WORK TASK: Filter the entries beneath this task, copying only the lines that hold the word "linecap".

Stored items:
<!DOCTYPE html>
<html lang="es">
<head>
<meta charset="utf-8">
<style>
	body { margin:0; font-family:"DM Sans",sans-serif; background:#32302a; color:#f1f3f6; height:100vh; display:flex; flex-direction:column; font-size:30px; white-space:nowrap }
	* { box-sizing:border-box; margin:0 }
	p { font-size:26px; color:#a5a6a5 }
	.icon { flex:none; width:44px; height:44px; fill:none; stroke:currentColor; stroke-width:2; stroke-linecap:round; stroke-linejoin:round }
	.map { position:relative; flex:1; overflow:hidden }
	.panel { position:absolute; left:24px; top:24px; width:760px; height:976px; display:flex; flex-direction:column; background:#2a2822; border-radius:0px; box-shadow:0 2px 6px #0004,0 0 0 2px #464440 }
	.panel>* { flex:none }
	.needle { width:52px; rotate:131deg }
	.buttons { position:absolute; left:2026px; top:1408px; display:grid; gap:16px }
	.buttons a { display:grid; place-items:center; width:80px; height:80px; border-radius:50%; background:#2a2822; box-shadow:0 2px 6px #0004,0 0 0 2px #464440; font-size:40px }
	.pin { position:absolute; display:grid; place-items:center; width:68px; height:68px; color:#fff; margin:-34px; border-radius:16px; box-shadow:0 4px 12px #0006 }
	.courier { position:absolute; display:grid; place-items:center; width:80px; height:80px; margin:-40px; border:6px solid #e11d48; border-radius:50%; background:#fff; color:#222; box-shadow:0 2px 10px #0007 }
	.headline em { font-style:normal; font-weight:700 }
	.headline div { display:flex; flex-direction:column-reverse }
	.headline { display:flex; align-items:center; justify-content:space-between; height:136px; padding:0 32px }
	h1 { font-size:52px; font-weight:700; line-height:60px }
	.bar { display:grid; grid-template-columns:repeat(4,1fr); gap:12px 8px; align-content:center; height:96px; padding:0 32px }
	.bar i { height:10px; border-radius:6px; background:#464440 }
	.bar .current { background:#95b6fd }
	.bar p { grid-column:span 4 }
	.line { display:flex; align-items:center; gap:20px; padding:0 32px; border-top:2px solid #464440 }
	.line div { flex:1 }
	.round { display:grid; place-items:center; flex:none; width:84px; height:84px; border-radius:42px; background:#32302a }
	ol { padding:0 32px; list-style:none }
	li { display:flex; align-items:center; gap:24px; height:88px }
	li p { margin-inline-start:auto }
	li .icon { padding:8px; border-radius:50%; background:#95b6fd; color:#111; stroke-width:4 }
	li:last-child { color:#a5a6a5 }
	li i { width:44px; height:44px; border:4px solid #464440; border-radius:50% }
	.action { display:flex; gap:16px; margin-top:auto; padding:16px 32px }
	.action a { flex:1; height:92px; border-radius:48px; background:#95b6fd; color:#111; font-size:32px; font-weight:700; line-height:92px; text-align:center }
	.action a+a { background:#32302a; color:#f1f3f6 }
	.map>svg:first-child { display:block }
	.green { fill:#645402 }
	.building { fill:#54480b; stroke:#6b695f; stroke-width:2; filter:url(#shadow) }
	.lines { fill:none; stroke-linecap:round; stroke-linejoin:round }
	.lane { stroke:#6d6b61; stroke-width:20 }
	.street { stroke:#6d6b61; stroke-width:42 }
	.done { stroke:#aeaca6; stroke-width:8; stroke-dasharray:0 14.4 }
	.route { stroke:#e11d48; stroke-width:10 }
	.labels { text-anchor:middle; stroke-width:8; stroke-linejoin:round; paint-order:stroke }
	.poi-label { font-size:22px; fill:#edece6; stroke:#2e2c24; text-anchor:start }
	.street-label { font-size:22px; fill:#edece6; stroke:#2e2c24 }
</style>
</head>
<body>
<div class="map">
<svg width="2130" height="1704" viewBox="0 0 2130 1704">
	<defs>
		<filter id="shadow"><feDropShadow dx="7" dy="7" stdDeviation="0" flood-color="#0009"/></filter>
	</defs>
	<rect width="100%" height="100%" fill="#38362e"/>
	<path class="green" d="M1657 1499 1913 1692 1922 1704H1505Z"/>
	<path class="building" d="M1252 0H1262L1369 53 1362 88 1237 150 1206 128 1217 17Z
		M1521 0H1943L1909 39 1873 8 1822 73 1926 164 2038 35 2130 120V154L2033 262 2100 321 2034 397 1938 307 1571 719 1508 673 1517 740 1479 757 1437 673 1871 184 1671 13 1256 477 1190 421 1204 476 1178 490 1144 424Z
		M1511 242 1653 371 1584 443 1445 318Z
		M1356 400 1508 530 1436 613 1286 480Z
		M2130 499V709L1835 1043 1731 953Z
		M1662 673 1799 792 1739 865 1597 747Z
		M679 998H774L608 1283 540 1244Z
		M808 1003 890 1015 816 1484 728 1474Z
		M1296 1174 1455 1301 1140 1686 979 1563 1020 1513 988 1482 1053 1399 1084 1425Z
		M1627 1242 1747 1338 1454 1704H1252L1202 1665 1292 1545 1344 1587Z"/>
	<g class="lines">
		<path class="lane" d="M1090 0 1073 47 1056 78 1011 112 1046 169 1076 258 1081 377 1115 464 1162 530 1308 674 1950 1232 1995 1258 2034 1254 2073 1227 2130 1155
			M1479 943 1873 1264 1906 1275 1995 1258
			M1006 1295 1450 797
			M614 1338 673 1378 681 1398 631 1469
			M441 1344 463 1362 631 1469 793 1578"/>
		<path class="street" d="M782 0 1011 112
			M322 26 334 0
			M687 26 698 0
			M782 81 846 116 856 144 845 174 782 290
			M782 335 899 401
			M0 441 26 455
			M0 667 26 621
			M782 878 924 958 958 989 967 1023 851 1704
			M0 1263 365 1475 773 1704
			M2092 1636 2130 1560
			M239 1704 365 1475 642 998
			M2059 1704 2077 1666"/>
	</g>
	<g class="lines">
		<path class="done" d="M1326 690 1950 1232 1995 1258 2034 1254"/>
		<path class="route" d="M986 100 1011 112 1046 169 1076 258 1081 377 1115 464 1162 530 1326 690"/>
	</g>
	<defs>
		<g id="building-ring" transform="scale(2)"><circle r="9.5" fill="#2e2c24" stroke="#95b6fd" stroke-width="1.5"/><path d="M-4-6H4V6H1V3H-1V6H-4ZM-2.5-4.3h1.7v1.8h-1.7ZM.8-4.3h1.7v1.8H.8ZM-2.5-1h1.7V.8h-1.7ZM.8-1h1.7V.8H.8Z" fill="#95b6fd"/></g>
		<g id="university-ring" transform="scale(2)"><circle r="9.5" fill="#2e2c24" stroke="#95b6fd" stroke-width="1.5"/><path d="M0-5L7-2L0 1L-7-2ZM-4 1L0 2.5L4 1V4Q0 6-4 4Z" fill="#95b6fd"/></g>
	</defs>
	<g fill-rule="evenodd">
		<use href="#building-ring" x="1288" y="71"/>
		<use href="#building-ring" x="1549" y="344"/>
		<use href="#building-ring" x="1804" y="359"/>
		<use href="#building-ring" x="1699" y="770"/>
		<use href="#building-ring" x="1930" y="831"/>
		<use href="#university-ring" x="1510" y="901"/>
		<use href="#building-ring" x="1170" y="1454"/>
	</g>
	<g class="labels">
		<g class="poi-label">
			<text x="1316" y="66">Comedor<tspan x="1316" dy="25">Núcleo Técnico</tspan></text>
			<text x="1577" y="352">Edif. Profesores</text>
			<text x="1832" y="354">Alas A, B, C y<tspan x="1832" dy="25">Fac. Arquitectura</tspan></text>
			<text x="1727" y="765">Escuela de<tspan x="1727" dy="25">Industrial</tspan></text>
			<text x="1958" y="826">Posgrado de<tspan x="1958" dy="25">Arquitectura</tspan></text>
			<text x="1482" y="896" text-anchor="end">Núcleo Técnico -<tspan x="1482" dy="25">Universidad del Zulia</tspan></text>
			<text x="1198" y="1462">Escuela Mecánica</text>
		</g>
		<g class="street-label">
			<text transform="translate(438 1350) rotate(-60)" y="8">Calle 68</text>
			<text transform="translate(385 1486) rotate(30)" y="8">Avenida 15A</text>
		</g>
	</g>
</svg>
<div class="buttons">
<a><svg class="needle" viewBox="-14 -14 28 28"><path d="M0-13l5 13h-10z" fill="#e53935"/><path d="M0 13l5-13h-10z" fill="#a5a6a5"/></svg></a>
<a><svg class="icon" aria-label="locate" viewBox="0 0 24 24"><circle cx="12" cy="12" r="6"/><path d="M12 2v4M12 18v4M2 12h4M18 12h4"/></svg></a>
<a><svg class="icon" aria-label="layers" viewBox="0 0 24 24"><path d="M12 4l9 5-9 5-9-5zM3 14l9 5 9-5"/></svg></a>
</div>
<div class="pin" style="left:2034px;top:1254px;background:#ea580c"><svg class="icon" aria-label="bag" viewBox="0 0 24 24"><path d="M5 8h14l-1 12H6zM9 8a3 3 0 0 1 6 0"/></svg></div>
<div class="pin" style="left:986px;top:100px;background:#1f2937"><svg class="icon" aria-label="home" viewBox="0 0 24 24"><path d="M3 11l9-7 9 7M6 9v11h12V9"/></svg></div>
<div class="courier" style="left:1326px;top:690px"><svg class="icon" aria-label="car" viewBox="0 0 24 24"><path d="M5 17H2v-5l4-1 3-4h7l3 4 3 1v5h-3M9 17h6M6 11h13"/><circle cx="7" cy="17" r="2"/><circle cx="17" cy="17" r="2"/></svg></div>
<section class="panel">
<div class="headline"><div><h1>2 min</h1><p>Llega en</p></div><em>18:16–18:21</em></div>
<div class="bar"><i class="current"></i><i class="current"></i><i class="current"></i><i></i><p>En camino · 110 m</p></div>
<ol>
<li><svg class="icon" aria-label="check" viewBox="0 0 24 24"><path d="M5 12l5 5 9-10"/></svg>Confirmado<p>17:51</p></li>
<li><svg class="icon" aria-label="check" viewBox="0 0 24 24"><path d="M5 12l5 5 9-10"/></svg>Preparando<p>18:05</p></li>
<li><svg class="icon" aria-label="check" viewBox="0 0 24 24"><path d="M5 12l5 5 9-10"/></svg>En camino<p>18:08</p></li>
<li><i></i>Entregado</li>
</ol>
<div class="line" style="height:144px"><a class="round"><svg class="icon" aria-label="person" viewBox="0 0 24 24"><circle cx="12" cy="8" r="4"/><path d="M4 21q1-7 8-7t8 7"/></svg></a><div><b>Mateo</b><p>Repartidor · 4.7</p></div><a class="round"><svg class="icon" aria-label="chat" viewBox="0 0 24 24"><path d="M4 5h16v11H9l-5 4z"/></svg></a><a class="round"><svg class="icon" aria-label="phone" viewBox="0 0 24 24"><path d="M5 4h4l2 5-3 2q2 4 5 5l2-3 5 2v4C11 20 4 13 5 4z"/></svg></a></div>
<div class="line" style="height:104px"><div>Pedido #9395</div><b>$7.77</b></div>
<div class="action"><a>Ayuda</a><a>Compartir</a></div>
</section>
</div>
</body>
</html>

ANSWER TO THE PROBLEM:
	.icon { flex:none; width:44px; height:44px; fill:none; stroke:currentColor; stroke-width:2; stroke-linecap:round; stroke-linejoin:round }
	.lines { fill:none; stroke-linecap:round; stroke-linejoin:round }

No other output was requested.